Top of THE DATA

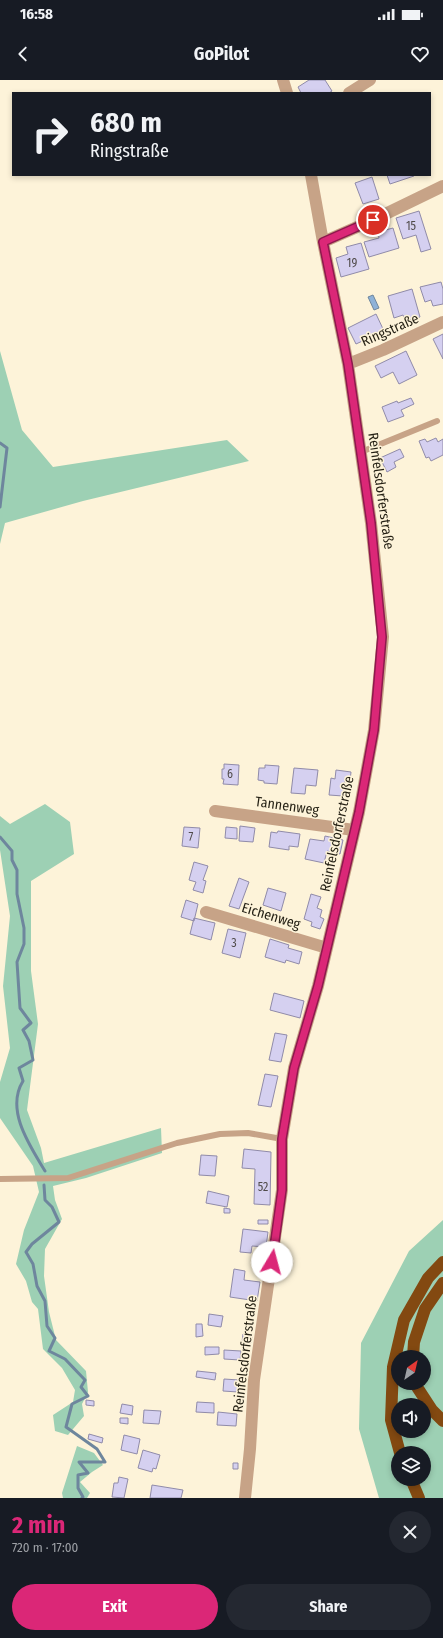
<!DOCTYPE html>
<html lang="en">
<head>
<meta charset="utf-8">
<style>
	body { margin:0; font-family:"Fira Sans Condensed",sans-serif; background:#242831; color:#f1f3f6; height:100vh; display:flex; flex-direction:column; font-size:15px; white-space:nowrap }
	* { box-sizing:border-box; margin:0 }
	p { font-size:13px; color:#9ea1a6 }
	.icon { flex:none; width:22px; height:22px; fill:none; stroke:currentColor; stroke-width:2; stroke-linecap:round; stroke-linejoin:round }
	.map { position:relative; height:1418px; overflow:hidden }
	.sheet { display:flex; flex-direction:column; background:#171b24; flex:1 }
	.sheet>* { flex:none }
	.banner { position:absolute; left:12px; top:12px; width:419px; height:84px; border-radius:0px; box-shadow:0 2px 6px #0003; background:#171b24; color:#f1f3f6; overflow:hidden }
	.needle { width:26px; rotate:34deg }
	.tools { position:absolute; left:391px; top:1270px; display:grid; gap:8px }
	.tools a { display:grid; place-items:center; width:40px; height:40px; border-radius:50%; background:#171b24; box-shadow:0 2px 6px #0003; font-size:20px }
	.pin { position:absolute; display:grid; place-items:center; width:34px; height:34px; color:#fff; margin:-17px; border:2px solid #fff; border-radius:50%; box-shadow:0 1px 4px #0007 }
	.me { position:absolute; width:44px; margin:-22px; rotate:8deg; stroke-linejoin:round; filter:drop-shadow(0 0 3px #0008) }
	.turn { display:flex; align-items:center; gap:14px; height:84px; padding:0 12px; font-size:18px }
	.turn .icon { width:52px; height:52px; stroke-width:2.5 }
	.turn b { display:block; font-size:28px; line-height:34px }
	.round { display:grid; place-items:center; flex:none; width:42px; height:42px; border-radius:21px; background:#242831 }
	.overview { display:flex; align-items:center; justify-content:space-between; height:68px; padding:0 12px }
	h1 { font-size:24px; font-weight:700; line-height:30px; color:#db2777 }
	.action { display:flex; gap:8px; margin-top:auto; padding:8px 12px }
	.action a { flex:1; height:46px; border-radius:24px; background:#db2777; color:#fff; font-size:16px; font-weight:700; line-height:46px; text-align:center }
	.action a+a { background:#242831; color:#f1f3f6 }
	.status { display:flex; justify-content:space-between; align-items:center; height:28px; padding:0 20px; background:#171b24; direction:ltr }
	.status svg { height:11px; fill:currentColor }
	header { display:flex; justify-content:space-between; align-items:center; height:52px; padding:0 12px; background:#171b24; font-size:18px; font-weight:700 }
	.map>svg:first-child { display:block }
</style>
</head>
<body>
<div class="status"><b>16:58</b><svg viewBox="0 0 49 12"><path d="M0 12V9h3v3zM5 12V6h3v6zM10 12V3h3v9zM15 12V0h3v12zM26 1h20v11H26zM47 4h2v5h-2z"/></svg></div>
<header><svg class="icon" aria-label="back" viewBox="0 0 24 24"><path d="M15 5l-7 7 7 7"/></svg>GoPilot<svg class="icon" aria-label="heart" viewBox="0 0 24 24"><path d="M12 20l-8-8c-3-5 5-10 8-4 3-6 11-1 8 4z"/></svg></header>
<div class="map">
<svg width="443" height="1418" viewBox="0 0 443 1418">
	<rect width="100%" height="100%" fill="#fdf3d9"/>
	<!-- green -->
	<path fill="#9dd0b4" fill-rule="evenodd" d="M0,271L22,350L53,387L227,360L249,381L83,421L5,443L0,464Z
		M45,724L70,742L74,774L31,801V891L38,944L27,1030L41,1068L44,1083L161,1048L162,1073L86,1098L53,1106L55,1120L62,1139L45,1169L44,1196L49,1232L56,1260L86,1291L88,1312L82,1324L84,1336L68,1355L55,1351L53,1335L73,1322L75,1310L62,1288L43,1269L38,1229L32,1222L26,1201L16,1184L24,1150L39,1112L33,1086L0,1038V1002L10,968L3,906L10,836L0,770V736L10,744Z
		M443,1140V1418H379L359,1349L361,1263L409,1171ZM398,1277H424V1303H398ZM398,1325H424V1351H398ZM398,1373H424V1399H398Z
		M77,1366L94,1373L103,1385L92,1392L80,1402L90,1413L87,1418H63L62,1413Z"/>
	<!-- water -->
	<path fill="#8eb2d8" stroke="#6e869d" d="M373,215L379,228L374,230L368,217Z"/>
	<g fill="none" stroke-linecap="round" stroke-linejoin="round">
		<!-- stream -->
		<path stroke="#6e869d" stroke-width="3" d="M0,363L7,368L0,427
			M0,757L12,771V780L17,790V814L24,848V864L17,882L20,928L31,943L23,950L29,961L33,980L19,988L23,1001C5,1030 30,1066 45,1091
			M44,1105L45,1120L52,1127L59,1142L32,1164L26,1172L33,1184L37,1206L45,1221L47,1246L55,1258L49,1271L65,1279L85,1300L81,1307L88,1316L72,1324L66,1347L97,1369L105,1382H79L88,1393L78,1395V1408L83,1417L82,1418"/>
	</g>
	<!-- building -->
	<path fill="#d5d0f0" stroke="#908ba9" d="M309,0H325L332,11L329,13H301L298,7Z
		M387,95H413L414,96L390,104Z
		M372,97L379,119L363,124L355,103Z
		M419,131L431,169L421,172L416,155L403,159L396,138Z
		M393,148L399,168L369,177L364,162L379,158L378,152Z
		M361,163L369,189L341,197L336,178L348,174L346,167Z
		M441,202L443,209V224L433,226L431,220L425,222L420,207Z
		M412,209L420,237L405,241L403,235L394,238L388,216Z
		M376,234L384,251L356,264L348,248Z
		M443,254V279L433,259Z
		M406,271L417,295L399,304L393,292L381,298L375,286Z
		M411,318L414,324L401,330L404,336L388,342L382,327L397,321L398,323Z
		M436,358L438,362L443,359V375L431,381L429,377L426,378L419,361L425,359L427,362Z
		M400,369L404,377L394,382L396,387L387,392L380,378Z
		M224,684L239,685L238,705L223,704L224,699H222V689H224Z
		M265,685L279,686L277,704L264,703V701L258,700L259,688H265Z
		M294,688L318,690L316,706L306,705L305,714L291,713Z
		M336,690L351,692L350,701H345L343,716L329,715L331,698L335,699Z
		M240,746L255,748L253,762L239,761Z
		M184,747L200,748L198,768L182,766Z
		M226,747L237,748V759L225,758Z
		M278,751L300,754L298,767L289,766V770L269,767L271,752L277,753Z
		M325,756L343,760L340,774L327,771L324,783L305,779L310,759L324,761Z
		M194,782L208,786L203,800L206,801L203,813L193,810L196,802L189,800Z
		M239,798L249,802L239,829L229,826Z
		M268,808L286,813L281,831L263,825Z
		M311,814L321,817L317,828L322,830L320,837L324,839L320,849L311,846L312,842L304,839Z
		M186,820L198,824L194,841L181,837Z
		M194,838L215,843L211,860L190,854Z
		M228,849L246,853L240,878L222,873Z
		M270,859L289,865L288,868L302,872L299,884L286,880L285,883L265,877Z
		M274,913L304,921L300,938L270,930Z
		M275,953L287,955L281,982L269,980Z
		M265,994L278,996L271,1027L258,1025Z
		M244,1069L271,1072L270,1125L254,1124L255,1089L242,1088Z
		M201,1075L217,1076L215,1096L199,1095Z
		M208,1111L229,1116L227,1127L206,1123Z
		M224,1128L230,1129V1133H224Z
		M258,1140H268V1144H258Z
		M243,1149L268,1152L266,1167L252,1166L251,1173L240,1172Z
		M260,1179L265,1180L264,1186L259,1185Z
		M234,1189L245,1191L244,1200L260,1202L257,1221L230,1217Z
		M209,1234L223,1236L221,1247L208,1245Z
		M196,1244H202L203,1256L196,1257Z
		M243,1254L252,1256L251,1263L242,1262Z
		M205,1267H219V1274L205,1275Z
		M224,1270L241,1271L240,1280L224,1279Z
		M197,1291L216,1293L215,1300L196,1297Z
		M224,1299L239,1300L238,1312L223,1311Z
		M86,1320L94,1321V1326L86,1325Z
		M197,1322L214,1323V1333L196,1332Z
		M122,1324L133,1326L132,1335L120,1333Z
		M144,1330L161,1331L159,1344L143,1343Z
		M218,1332L237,1334L236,1346L217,1345Z
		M120,1338H128V1344L120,1343Z
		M89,1354L103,1358L102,1363L88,1359Z
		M124,1355L140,1359L137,1374L121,1370Z
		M143,1370L160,1375L156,1389L153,1388L152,1392L138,1388Z
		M233,1383H238V1389H233Z
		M119,1397L128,1399L124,1418L112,1417L114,1403H118Z
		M152,1405L183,1410L181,1418H150Z"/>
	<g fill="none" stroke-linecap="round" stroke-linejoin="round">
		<!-- lane -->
		<path stroke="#c7a387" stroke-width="6" d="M361,372L437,341
			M0,1099L68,1098L177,1063L220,1054L248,1053L282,1059"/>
		<!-- street -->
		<path stroke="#c7a387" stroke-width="12" d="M283,0L287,13
			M349,13L370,0
			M323,162L373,140L443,106
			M348,284L383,270L443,242
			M215,731L354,750
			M206,832L327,868
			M245,1418L250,1369L254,1300L282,1110V1059L294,988L318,906L359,732L374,650L383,557L371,443L348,284L323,162L311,95"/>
		<!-- highway -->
		<path stroke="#834911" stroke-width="12" d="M413,1277L414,1262L425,1229L443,1203
			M416,1303L417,1307L432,1330L443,1341
			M400,1373L391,1340L393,1287L404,1240L428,1198L443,1182
			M411,1399L419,1418"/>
	</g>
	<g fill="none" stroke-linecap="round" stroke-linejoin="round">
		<defs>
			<path id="route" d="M272,1182L282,1110V1059L294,988L318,906L359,732L374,650L382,557L371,443L348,284L323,162L373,140"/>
		</defs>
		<!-- route casing -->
		<use href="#route" stroke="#8e194d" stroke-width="10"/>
		<!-- route -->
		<use href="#route" stroke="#db2777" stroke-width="7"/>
	</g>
	<g text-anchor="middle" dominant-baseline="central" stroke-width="3" stroke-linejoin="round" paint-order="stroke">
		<!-- number labels -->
		<g font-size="12" fill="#504b4a">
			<text x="411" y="146">15</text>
			<text x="352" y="183">19</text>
			<text x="230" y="694">6</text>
			<text x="191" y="757">7</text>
			<text x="234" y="863">3</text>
			<text x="263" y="1107">52</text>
		</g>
		<!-- street labels -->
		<g font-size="14" fill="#231f13" stroke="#fdf3d9">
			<text transform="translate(390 250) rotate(-24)">Ringstraße</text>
			<text transform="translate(381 411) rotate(82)">Reinfelsdorferstraße</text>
			<text transform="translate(287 726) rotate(8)">Tannenweg</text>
			<text transform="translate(337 754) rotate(-78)">Reinfelsdorferstraße</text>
			<text transform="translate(271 836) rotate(17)">Eichenweg</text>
			<text transform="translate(245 1274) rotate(-83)">Reinfelsdorferstraße</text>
		</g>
	</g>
</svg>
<div class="tools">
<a><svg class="needle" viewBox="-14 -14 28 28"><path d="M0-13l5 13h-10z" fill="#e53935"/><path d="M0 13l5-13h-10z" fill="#9ea1a6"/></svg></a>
<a><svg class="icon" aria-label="sound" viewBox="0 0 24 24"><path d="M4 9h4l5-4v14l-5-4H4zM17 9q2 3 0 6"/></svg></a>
<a><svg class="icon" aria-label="layers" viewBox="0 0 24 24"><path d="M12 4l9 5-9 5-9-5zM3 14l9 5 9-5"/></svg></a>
</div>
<div class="pin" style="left:373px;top:140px;background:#d93025"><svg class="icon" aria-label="arrive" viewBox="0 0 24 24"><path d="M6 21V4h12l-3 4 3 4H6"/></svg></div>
<svg class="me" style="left:272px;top:1182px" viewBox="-20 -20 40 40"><circle r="19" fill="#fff"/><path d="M0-13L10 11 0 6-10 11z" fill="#db2777"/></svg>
<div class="banner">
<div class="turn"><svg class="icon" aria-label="right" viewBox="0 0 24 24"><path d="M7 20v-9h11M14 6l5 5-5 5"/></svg><div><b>680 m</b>Ringstraße</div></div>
</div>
</div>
<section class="sheet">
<div class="overview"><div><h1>2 min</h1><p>720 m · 17:00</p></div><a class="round"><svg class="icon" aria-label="close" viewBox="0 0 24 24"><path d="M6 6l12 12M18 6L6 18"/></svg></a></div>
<div class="action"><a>Exit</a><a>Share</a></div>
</section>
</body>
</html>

Bottom of THE DATA

WHAT YOU ARE ASKED TO DO:
Where a line in the data contains the string "absolute", add it to your count, and give only the final number.

YOUR RESPONSE:
4